# Banks lobbying for another cut in NTMA State Savings rates?



## The Ghoul (14 May 2013)

A friend of mine said he heard this on the radio and thought it was in the print media too. I went looking and found this

http://www.irishexaminer.com/archiv...y-for-an-post-to-cut-deposit-rate-231090.html

Last year there were several reports in the media that the Irish Banking Federation was lobbying for a cut in State Savings rates. In December, rates were cut. Even after the cut the rates remained quite good compared to bank deposits due to reduction in bank interest rates, increase in DIRT in Budget 2013 and low inflation. 

Time for some more boot filling?


----------



## Lightning (14 May 2013)

Thanks for sharing this.

Reading between the lines of what the DoF and NTMA said, another rate cut for State Savings products seems highly plausible.


----------



## Lightning (19 May 2013)

The Sindo today have made reference to the banks lobbing for a cut in NTMA State Savings rates.


----------



## theresa1 (19 May 2013)

If State Savings rates are cut again within the next few months I for one will be very annoyed.


----------



## Lightning (19 May 2013)

Lock now to avoid getting annoyed!


----------



## The Ghoul (19 May 2013)

> If State Savings rates are cut again within the next few months I for one will be very annoyed.
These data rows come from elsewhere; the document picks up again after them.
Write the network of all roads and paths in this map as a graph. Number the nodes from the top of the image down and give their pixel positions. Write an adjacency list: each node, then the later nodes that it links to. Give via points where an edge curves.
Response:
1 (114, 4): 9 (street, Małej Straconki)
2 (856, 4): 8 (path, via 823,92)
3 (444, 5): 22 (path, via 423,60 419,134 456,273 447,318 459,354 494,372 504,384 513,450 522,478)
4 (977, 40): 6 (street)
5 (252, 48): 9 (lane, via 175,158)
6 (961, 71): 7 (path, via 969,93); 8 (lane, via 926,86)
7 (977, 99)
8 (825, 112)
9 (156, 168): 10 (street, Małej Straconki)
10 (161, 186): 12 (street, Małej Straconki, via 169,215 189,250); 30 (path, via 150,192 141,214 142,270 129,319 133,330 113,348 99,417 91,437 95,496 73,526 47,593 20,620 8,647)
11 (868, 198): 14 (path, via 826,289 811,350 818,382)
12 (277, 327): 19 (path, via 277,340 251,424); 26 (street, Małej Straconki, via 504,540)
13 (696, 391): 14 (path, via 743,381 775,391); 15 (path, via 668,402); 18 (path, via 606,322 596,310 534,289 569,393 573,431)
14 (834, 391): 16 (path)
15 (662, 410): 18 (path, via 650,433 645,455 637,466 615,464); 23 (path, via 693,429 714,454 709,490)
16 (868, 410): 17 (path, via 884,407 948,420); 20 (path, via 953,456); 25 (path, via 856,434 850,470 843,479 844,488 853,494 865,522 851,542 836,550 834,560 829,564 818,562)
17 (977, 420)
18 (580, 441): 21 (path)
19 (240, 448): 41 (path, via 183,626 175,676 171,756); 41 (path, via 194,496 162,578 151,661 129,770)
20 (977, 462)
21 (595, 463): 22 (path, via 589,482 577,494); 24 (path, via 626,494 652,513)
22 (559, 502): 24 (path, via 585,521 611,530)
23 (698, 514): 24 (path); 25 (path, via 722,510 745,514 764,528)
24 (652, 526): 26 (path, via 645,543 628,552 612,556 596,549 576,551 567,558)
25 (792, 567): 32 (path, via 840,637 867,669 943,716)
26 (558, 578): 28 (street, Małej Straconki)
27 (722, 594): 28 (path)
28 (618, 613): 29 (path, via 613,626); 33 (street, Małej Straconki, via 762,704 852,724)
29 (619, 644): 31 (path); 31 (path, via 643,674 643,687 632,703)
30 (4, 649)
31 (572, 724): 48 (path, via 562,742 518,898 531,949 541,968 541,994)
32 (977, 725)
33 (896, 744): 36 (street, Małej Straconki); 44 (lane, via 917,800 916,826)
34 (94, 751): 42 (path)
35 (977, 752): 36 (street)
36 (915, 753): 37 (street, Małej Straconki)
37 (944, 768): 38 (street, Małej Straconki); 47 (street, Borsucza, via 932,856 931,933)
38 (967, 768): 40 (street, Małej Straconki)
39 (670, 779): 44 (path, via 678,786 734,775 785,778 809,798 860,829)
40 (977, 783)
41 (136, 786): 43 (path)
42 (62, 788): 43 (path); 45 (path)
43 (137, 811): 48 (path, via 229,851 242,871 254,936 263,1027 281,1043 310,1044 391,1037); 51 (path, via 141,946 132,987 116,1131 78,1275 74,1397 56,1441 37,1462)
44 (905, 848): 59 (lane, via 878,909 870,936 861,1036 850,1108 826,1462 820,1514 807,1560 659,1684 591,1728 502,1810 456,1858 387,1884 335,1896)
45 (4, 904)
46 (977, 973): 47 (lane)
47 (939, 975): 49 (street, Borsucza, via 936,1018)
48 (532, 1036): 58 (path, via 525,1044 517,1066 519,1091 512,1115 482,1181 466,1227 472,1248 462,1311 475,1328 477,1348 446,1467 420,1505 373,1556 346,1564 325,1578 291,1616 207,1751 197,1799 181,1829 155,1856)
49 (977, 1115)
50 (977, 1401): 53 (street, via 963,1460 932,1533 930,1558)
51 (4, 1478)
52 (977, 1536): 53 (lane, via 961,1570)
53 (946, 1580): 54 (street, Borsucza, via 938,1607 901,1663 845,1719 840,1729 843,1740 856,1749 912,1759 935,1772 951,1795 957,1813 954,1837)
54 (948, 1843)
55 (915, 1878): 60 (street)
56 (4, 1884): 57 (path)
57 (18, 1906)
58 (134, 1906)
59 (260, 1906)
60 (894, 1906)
Look at it this way though, many of us here on AAM filled our boots with SS products to a greater or lesser extent both before last December's cut and since the cut and there is still time for more boot filling. The fact that the banks lobbied for a reduction last year and are now lobbying again means that this was/is a decent strategy (assuming there is no haircutting or defaults later) 

Basically, when bankers are unhappy, Ghoul is happy  Some of my bonds will mature in 2014 so I won't be as happy then assuming the rate is cut but c'est la vie and who knows what the future will bring in any case.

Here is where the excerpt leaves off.